Question about rates for freelance graphic work?

Subject: Question about rates for freelance graphic work?
From: "Hart, Geoff" <Geoff-H -at- MTL -dot- FERIC -dot- CA>
To: "TECHWR-L" <techwr-l -at- lists -dot- raycomm -dot- com>
Date: Tue, 22 Apr 2003 08:40:57 -0400


Keith Cronin wonders: <<I currently have a freelance opportunity to design a
company's logo, in addition to designing their web site. The web site I plan
to charge an hourly fee for, but I'm wondering if any special ramifications
apply to the creation of corporate logos.>>

The first one--and it's a biggie--is to clearly define up-front what rights
you're selling. If you sell the client "all rights" (common enough for a
logo, since they don't want any strings attached to its future use), you
should ask for more money because you're forfeiting the right to reuse the
graphic in any way in the future. That suggests you should charge a higher
rate than simply the hourly rate for creating it.
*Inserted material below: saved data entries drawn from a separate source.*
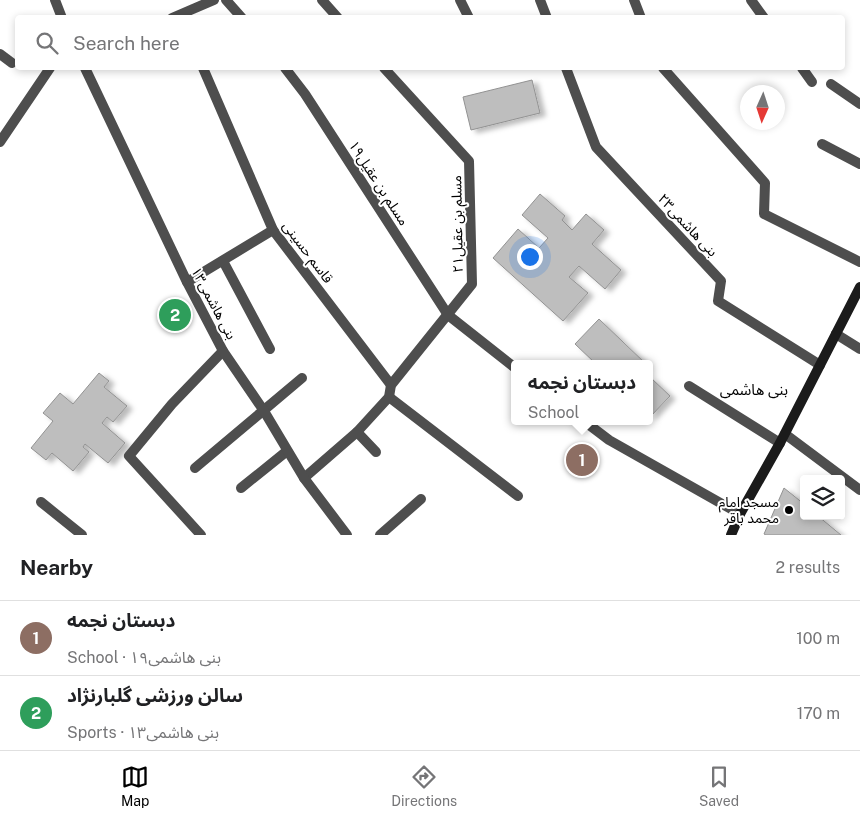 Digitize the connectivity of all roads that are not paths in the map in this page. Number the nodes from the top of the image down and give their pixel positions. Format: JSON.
{"nodes":[{"id":1,"x":55,"y":0,"type":"edge"},
{"id":2,"x":214,"y":0,"type":"edge"},
{"id":3,"x":226,"y":0,"type":"edge"},
{"id":4,"x":322,"y":0,"type":"edge"},
{"id":5,"x":460,"y":0,"type":"edge"},
{"id":6,"x":540,"y":0,"type":"edge"},
{"id":7,"x":634,"y":0,"type":"edge"},
{"id":8,"x":751,"y":0,"type":"edge"},
{"id":9,"x":61,"y":15,"type":"edge"},
{"id":10,"x":180,"y":15,"type":"edge"},
{"id":11,"x":239,"y":15,"type":"edge"},
{"id":12,"x":335,"y":15,"type":"edge"},
{"id":13,"x":468,"y":15,"type":"edge"},
{"id":14,"x":546,"y":15,"type":"edge"},
{"id":15,"x":640,"y":15,"type":"edge"},
{"id":16,"x":762,"y":15,"type":"edge"},
{"id":17,"x":0,"y":54,"type":"edge"},
{"id":18,"x":12,"y":63,"type":"dead end"},
{"id":19,"x":49,"y":70,"type":"edge"},
{"id":20,"x":86,"y":70,"type":"edge"},
{"id":21,"x":204,"y":70,"type":"edge"},
{"id":22,"x":287,"y":70,"type":"edge"},
{"id":23,"x":386,"y":70,"type":"edge"},
{"id":24,"x":567,"y":70,"type":"edge"},
{"id":25,"x":665,"y":70,"type":"edge"},
{"id":26,"x":803,"y":70,"type":"edge"},
{"id":27,"x":812,"y":82,"type":"dead end"},
{"id":28,"x":831,"y":84,"type":"dead end"},
{"id":29,"x":860,"y":104,"type":"edge"},
{"id":30,"x":0,"y":142,"type":"edge"},
{"id":31,"x":822,"y":144,"type":"dead end"},
{"id":32,"x":860,"y":164,"type":"edge"},
{"id":33,"x":273,"y":230,"type":"junction"},
{"id":34,"x":222,"y":261,"type":"junction"},
{"id":35,"x":860,"y":262,"type":"edge"},
{"id":36,"x":187,"y":282,"type":"junction"},
{"id":37,"x":860,"y":287,"type":"edge"},
{"id":38,"x":448,"y":315,"type":"junction"},
{"id":39,"x":836,"y":334,"type":"junction"},
{"id":40,"x":270,"y":349,"type":"dead end"},
{"id":41,"x":860,"y":349,"type":"edge"},
{"id":42,"x":223,"y":350,"type":"junction"},
{"id":43,"x":511,"y":365,"type":"edge"},
{"id":44,"x":820,"y":365,"type":"junction"},
{"id":45,"x":302,"y":378,"type":"dead end"},
{"id":46,"x":391,"y":385,"type":"junction"},
{"id":47,"x":690,"y":386,"type":"dead end"},
{"id":48,"x":389,"y":397,"type":"junction"},
{"id":49,"x":264,"y":411,"type":"junction"},
{"id":50,"x":589,"y":425,"type":"edge"},
{"id":51,"x":357,"y":432,"type":"junction"},
{"id":52,"x":782,"y":439,"type":"junction"},
{"id":53,"x":287,"y":451,"type":"junction"},
{"id":54,"x":376,"y":452,"type":"dead end"},
{"id":55,"x":195,"y":468,"type":"dead end"},
{"id":56,"x":304,"y":478,"type":"junction"},
{"id":57,"x":241,"y":488,"type":"dead end"},
{"id":58,"x":860,"y":490,"type":"edge"},
{"id":59,"x":518,"y":496,"type":"dead end"},
{"id":60,"x":421,"y":499,"type":"dead end"},
{"id":61,"x":41,"y":502,"type":"dead end"},
{"id":62,"x":740,"y":514,"type":"junction"},
{"id":63,"x":733,"y":534,"type":"edge"},
{"id":64,"x":82,"y":535,"type":"edge"},
{"id":65,"x":201,"y":535,"type":"edge"},
{"id":66,"x":347,"y":535,"type":"edge"},
{"id":67,"x":380,"y":535,"type":"edge"}],
"edges":[{"from":1,"to":9,"type":"street"},
{"from":2,"to":10,"type":"street"},
{"from":3,"to":11,"type":"street"},
{"from":4,"to":12,"type":"street"},
{"from":5,"to":13,"type":"street"},
{"from":6,"to":14,"type":"street"},
{"from":7,"to":15,"type":"street"},
{"from":8,"to":16,"type":"street"},
{"from":17,"to":18,"type":"street"},
{"from":19,"to":30,"type":"street"},
{"from":20,"to":36,"type":"street","name":"بنی هاشمی۱۳"},
{"from":21,"to":33,"type":"street","name":"قاسم حسینی"},
{"from":22,"to":38,"type":"street","name":"مسلم بن عقیل۱۹"},
{"from":23,"to":38,"type":"street","name":"مسلم بن عقیل۲۱"},
{"from":24,"to":44,"type":"street","name":"بنی هاشمی۲۳"},
{"from":25,"to":35,"type":"street"},
{"from":26,"to":27,"type":"street"},
{"from":28,"to":29,"type":"street"},
{"from":31,"to":32,"type":"street"},
{"from":33,"to":34,"type":"street"},
{"from":33,"to":46,"type":"street","name":"قاسم حسینی"},
{"from":34,"to":36,"type":"street"},
{"from":34,"to":40,"type":"street"},
{"from":36,"to":42,"type":"street","name":"بنی هاشمی۱۳"},
{"from":37,"to":39,"type":"main road"},
{"from":38,"to":43,"type":"street","name":"مسلم بن عقیل۱۹"},
{"from":38,"to":46,"type":"street","name":"مسلم بن عقیل۲۱"},
{"from":39,"to":41,"type":"street"},
{"from":39,"to":44,"type":"main road"},
{"from":42,"to":49,"type":"street","name":"بنی هاشمی۱۳"},
{"from":42,"to":65,"type":"street"},
{"from":44,"to":52,"type":"main road"},
{"from":45,"to":49,"type":"street"},
{"from":46,"to":48,"type":"street"},
{"from":47,"to":52,"type":"street"},
{"from":48,"to":51,"type":"street"},
{"from":48,"to":59,"type":"street"},
{"from":49,"to":53,"type":"street","name":"بنی هاشمی۱۳"},
{"from":49,"to":55,"type":"street"},
{"from":50,"to":62,"type":"street"},
{"from":51,"to":54,"type":"street"},
{"from":51,"to":56,"type":"street"},
{"from":52,"to":58,"type":"street"},
{"from":52,"to":62,"type":"main road"},
{"from":53,"to":56,"type":"street","name":"بنی هاشمی۱۳"},
{"from":53,"to":57,"type":"street"},
{"from":56,"to":66,"type":"street","name":"بنی هاشمی۱۳"},
{"from":60,"to":67,"type":"street"},
{"from":61,"to":64,"type":"street"},
{"from":62,"to":63,"type":"main road"}]}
In theory, "all rights"
doesn't include "moral rights" (e.g., you could prohibit them from using the
logo to advertise musak if that activity was something you considered
immoral <g> and therefore something that reflected badly upon you); in
practice, it can be tricky defining and policing moral rights.

A second thing to remember is that you shouldn't restrict yourself to simply
_creating_ the logo: extend that creation into a "corporate identity guide"
that describes (and provides examples of) how to use the logo on letterhead,
reports, business cards, invoices, e-mail messages, Web pages, etc. _Do_
define color choices (Pantone or Toyo for print; Web equivalents),
typefaces, and type sizes. _Don't_ be completely anal-retentive about this
guide--you do, after all, want them to use it--but provide simple, brief,
clear guidance that helps them use it consistently. This exercise also lets
you confirm that the logo that looks so wonderful in 24-bit color at
5-inch-sqaure size remains visible on their business cards--many beginners
forget this, leading to much gnashing of teeth later.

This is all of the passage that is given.